Purchasing real estate has been a rising challenge for aspiring first homebuyers due to a combination of higher prices and wage stagnation, but there are a number of government schemes to help young Canadians.
The recent change in market momentum that now favours the buyer – thanks to an increasing number of homes for sale and prices tapering down – will be a welcome reversal for first-time buyers.
Purchasing a first home has never been easy, but price increases stimulated by low interest rates designed to keep the Canadian economy afloat during the pandemic have given the latest generation of first homebuyers a tough assignment.
For young Canadians determined to use real estate as a platform to build wealth, it’s important to understand how to structure your approach.

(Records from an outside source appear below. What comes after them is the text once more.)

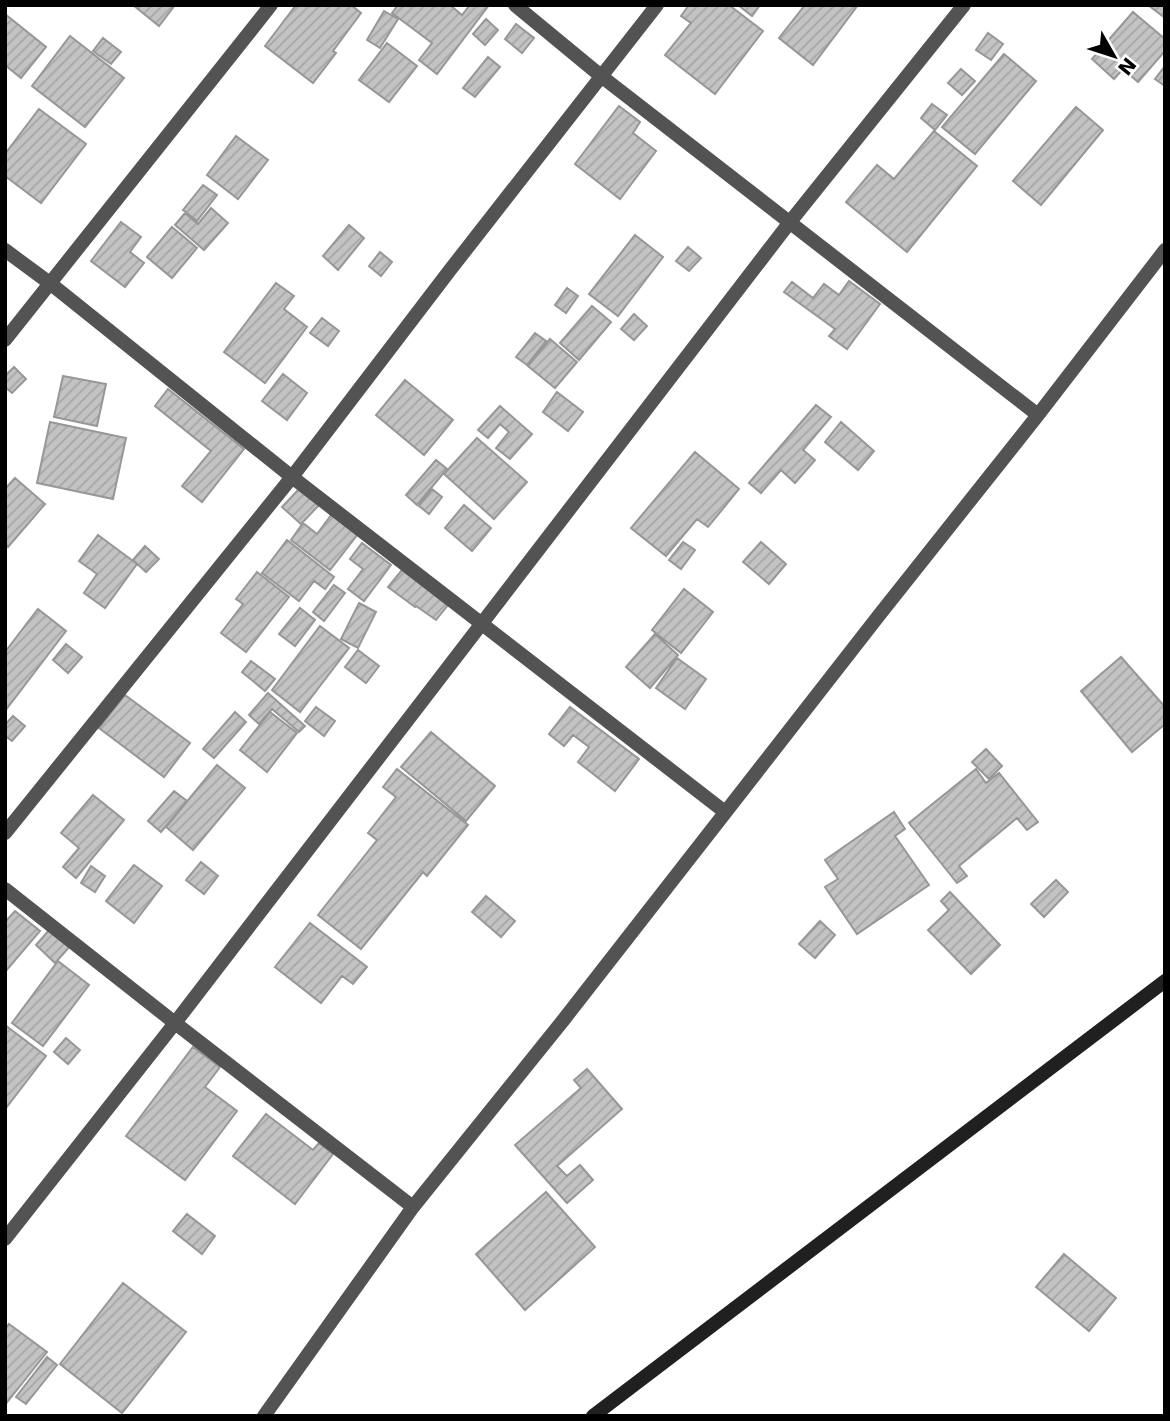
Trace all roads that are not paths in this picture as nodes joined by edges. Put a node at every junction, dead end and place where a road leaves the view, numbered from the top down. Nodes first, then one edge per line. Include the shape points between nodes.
1 (271, 5) edge
2 (515, 5) edge
3 (657, 5) edge
4 (964, 5) edge
5 (601, 76) junction
6 (790, 222) junction
7 (5, 250) edge
8 (1165, 250) edge
9 (51, 284) junction
10 (5, 340) edge
11 (1038, 415) junction
12 (292, 477) junction
13 (481, 624) junction
14 (725, 812) junction
15 (5, 833) edge
16 (5, 889) edge
17 (1165, 981) edge
18 (175, 1023) junction
19 (413, 1207) junction
20 (5, 1239) edge
21 (264, 1416) edge
22 (593, 1416) edge

1 - 9 street
2 - 5 street
3 - 5 street
4 - 6 street
5 - 6 street
5 - 12 street
6 - 11 street
6 - 13 street
7 - 9 street
8 - 11 street
9 - 10 street
9 - 12 street
11 - 14 street
12 - 13 street
12 - 15 street
13 - 14 street
13 - 18 street
14 - 19 street
16 - 18 street
17 - 22 street
18 - 19 street
18 - 20 street
19 - 21 street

Incentives and schemes to help you should be investigated so you can decide whether they’re suitable for your circumstances.

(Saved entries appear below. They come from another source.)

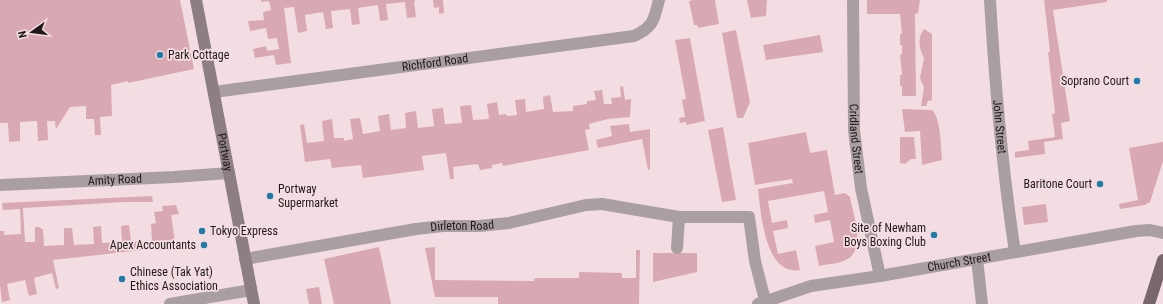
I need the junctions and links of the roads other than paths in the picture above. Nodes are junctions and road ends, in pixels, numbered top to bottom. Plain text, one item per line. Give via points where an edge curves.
1 (196, 0) edge
2 (659, 0) edge
3 (853, 0) edge
4 (990, 0) edge
5 (214, 92) junction
6 (229, 173) junction
7 (0, 185) edge
8 (679, 217) junction
9 (1163, 233) edge
10 (677, 248) dead end
11 (1015, 252) junction
12 (245, 259) junction
13 (977, 259) junction
14 (1163, 260) edge
15 (880, 276) junction
16 (251, 290) junction
17 (762, 302) edge
18 (170, 304) edge
19 (254, 304) edge
20 (982, 304) edge
21 (1149, 304) edge

1 - 5 main road, Portway
2 - 5 street, Richford Road via 653,24 634,36
3 - 15 street, Cridland Street via 854,130 861,188
4 - 11 street, John Street via 997,112
5 - 6 main road, Portway
6 - 7 street, Amity Road
6 - 12 main road, Portway
8 - 10 street
8 - 12 street, Dirleton Road via 602,204 586,205 509,223 416,229
8 - 17 street, Dirleton Road via 749,217
9 - 11 street, Church Street via 1150,230
11 - 13 street, Church Street
12 - 16 main road, Portway
13 - 15 street, Church Street
13 - 20 street
14 - 21 main road
15 - 17 street, Church Street via 811,286
16 - 18 street
16 - 19 main road, Portway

Buying your first home is a fabulously exciting ambition and experience, but it can be a little overwhelming. So, we have outlined some of the less-discussed aspects of purchasing that are still important to know.

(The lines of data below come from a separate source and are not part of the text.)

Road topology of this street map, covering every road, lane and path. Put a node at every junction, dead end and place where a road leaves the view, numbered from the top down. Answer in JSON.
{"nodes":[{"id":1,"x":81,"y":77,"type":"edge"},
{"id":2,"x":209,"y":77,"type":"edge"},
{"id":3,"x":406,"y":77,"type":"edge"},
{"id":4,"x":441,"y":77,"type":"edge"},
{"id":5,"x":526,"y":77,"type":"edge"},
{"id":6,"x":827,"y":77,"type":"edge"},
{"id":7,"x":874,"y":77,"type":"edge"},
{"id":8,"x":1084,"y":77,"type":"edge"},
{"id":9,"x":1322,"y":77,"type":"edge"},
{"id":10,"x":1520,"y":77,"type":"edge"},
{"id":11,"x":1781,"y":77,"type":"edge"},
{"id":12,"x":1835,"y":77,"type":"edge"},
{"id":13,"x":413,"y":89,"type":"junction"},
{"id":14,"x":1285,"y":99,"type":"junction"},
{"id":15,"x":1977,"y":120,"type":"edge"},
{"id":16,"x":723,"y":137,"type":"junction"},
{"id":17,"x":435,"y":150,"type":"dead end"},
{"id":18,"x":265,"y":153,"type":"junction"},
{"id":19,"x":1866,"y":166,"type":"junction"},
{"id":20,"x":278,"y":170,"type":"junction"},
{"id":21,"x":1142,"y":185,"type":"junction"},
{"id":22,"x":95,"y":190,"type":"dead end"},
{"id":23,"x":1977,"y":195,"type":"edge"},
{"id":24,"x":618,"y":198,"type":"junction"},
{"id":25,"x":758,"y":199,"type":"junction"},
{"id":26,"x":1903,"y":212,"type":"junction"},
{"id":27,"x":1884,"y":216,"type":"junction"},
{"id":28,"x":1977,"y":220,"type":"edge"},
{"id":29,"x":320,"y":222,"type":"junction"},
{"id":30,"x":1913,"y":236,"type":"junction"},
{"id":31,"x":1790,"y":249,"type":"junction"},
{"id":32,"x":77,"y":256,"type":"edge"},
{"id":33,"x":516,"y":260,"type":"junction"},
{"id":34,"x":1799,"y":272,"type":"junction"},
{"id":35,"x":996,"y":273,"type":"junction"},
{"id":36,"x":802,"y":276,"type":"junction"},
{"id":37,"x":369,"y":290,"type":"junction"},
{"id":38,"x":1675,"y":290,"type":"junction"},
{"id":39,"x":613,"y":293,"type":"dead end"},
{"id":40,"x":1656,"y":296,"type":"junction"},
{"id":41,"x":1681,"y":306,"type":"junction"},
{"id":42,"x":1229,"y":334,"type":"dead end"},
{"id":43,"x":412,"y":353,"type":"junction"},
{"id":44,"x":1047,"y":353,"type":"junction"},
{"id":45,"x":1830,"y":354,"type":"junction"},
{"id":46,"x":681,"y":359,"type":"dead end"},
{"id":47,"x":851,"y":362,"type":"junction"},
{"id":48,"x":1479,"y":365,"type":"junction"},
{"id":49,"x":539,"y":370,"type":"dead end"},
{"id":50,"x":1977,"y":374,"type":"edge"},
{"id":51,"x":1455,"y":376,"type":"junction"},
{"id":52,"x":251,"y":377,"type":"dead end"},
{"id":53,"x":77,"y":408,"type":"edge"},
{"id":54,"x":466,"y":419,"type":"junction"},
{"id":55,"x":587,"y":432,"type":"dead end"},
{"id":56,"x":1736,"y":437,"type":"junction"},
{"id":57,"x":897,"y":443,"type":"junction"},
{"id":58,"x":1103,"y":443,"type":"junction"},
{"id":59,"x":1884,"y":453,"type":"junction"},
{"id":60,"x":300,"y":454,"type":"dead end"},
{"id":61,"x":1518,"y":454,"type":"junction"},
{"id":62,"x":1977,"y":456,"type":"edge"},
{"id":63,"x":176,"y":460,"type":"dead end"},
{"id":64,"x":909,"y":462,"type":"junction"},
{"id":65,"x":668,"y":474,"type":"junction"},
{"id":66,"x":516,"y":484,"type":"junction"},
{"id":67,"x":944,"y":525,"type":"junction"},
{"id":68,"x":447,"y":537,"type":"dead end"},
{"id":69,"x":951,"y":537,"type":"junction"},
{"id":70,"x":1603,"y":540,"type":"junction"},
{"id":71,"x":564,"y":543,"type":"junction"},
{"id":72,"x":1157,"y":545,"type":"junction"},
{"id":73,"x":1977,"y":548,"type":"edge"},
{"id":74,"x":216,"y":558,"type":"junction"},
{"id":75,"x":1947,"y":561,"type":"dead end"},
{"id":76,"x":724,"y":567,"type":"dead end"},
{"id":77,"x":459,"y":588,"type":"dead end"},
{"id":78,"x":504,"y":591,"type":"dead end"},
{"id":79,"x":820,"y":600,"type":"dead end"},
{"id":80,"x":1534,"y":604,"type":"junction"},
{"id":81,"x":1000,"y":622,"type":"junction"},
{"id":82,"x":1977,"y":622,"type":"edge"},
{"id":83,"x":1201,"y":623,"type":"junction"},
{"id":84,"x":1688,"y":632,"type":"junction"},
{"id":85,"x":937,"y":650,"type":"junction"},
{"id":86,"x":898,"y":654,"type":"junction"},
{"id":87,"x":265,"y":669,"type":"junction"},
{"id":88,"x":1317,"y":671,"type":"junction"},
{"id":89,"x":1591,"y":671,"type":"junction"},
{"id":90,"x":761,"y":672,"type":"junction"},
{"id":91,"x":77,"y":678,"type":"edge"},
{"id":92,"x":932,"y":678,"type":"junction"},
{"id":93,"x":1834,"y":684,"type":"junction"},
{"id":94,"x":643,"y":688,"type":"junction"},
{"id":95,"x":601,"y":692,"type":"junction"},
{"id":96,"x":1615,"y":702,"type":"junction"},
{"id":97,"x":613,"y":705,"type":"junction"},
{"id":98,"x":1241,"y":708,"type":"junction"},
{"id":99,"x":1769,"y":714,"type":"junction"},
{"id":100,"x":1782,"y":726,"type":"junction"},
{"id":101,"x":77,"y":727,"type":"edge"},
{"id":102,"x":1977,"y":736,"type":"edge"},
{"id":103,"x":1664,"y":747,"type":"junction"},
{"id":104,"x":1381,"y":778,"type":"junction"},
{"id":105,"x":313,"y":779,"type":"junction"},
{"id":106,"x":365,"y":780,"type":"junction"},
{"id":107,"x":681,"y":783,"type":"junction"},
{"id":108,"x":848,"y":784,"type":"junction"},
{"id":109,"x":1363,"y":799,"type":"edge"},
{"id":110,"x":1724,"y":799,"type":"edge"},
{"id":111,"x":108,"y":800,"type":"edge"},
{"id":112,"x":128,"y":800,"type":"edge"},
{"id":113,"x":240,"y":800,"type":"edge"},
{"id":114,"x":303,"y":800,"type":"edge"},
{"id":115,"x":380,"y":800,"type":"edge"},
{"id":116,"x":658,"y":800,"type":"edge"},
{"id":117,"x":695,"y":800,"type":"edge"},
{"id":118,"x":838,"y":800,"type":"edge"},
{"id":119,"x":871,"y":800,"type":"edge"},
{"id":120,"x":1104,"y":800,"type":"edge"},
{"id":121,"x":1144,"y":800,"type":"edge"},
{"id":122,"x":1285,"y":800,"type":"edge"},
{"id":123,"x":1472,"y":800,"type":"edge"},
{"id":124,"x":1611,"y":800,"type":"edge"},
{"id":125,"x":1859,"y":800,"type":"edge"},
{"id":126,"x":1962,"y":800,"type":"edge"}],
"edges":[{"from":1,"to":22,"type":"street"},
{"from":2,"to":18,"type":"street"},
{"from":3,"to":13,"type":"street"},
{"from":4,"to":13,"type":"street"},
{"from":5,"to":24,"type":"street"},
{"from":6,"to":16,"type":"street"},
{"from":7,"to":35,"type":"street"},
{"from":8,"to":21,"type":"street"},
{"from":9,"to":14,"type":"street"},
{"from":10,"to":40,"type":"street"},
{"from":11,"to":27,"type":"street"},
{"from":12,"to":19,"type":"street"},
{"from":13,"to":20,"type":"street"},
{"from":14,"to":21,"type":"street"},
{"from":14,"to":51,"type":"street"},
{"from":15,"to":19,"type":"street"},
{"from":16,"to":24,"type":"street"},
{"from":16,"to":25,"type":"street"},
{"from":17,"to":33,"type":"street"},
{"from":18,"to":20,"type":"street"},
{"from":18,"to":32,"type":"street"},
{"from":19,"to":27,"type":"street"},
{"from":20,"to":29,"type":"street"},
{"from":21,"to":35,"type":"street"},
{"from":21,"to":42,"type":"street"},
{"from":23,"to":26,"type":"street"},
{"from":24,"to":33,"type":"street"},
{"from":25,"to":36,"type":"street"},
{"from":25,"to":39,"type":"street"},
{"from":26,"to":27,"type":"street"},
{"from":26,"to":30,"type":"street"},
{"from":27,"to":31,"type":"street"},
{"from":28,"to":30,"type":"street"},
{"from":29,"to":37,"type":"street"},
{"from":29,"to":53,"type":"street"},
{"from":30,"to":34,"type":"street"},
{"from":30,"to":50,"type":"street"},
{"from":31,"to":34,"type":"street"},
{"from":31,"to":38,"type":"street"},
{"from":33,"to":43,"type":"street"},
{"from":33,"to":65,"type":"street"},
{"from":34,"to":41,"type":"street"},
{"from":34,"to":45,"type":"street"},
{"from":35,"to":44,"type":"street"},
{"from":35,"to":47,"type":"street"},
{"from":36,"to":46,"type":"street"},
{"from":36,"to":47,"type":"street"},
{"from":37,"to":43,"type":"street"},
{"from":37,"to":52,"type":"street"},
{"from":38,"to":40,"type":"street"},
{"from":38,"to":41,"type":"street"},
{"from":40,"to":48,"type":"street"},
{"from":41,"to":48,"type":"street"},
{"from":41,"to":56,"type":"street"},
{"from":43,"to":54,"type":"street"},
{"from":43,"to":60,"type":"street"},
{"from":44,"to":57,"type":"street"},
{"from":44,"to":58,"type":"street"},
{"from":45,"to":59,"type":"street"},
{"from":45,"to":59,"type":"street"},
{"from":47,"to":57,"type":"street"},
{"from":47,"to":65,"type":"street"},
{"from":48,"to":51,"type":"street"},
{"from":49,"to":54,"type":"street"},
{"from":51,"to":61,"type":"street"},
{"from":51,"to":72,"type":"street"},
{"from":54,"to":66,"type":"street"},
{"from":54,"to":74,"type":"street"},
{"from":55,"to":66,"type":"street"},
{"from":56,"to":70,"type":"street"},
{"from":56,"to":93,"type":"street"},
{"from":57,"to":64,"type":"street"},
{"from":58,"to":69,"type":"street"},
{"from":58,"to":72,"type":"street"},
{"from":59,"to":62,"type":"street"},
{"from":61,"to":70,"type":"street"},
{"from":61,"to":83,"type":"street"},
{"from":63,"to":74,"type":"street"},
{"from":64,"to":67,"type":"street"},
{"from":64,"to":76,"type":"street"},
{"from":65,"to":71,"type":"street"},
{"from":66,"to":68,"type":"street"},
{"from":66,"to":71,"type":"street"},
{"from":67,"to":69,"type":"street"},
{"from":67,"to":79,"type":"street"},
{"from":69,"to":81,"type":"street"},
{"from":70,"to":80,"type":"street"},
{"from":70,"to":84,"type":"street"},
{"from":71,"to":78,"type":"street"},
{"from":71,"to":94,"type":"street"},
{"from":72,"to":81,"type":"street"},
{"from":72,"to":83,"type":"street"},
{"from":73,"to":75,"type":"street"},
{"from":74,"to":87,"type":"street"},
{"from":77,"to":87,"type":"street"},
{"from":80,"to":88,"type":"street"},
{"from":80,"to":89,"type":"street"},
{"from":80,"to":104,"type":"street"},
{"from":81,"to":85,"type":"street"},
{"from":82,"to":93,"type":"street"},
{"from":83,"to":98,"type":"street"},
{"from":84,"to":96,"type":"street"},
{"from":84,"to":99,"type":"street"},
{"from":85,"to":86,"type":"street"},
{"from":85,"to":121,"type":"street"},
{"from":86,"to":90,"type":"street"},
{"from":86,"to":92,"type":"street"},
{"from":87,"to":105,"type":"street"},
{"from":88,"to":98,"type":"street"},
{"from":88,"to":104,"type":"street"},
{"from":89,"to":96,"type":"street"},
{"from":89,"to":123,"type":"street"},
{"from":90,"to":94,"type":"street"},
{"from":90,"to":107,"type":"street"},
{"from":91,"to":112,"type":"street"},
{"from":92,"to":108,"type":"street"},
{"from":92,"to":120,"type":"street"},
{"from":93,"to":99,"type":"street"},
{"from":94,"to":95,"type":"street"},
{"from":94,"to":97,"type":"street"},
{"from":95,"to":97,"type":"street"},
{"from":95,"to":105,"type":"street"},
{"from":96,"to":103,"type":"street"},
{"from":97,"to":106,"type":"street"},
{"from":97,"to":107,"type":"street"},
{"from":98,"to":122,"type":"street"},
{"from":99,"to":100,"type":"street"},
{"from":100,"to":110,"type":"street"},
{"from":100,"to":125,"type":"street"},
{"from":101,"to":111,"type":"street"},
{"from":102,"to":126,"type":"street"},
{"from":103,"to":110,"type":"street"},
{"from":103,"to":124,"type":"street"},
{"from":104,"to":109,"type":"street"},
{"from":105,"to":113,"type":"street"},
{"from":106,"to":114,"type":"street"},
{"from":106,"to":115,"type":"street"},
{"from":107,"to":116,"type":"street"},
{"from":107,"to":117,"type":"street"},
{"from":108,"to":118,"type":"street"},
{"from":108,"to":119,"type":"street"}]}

GST question – Our new Prime Minister Mark Carney has said his government will eliminate GST on newly-built homes of up to $1 million for first-time buyers. Anyone who does pay GST may be eligible for a New Housing Rebate.
Land transfer – Rebates are available on land transfer tax from the governments of Ontario, British Columbia and Prince Edward Island, so long as you’re eligible. The only city permitted to leverage its own land tax, Toronto, also offers rebates to first homebuyers.
Homebuyers’ plan – You can withdraw up to $60,000 from your Registered Retirement Savings Plan (RRSP) to make a down payment. That total doubles for those buying as a couple. The limit was raised from $35,000pp some 14 months ago. The money won’t be taxed so long as you repay your fund in full within 15 years.
Savings incentives – Consider using an FHSA (First Home Savings Account). It’s a government program to help you save for a downpayment. Deposits and withdrawals are tax-free. Income earned from interest, plus any dividends, also avoid tax. You can contribute up to $8,000pa or a total of $40,000 over an uncapped number of years. The deal doesn’t last forever. At year 15, you must use the money for a housing purchase or the cash is taxed.
Stress test – Under Canada’s fiduciary rules, your lender must apply a so-called “stress test” before approving your loan. Effectively, it can only issue a loan that would be affordable if the interest rate of the day was 2% higher. This is a common policy internationally and designed to protect you from the risk of defaulting.
NOTE: The information in this article is general in nature and provided as a market overview only. Always consult your financial advisor or accountant for advice specific to your personal circumstances.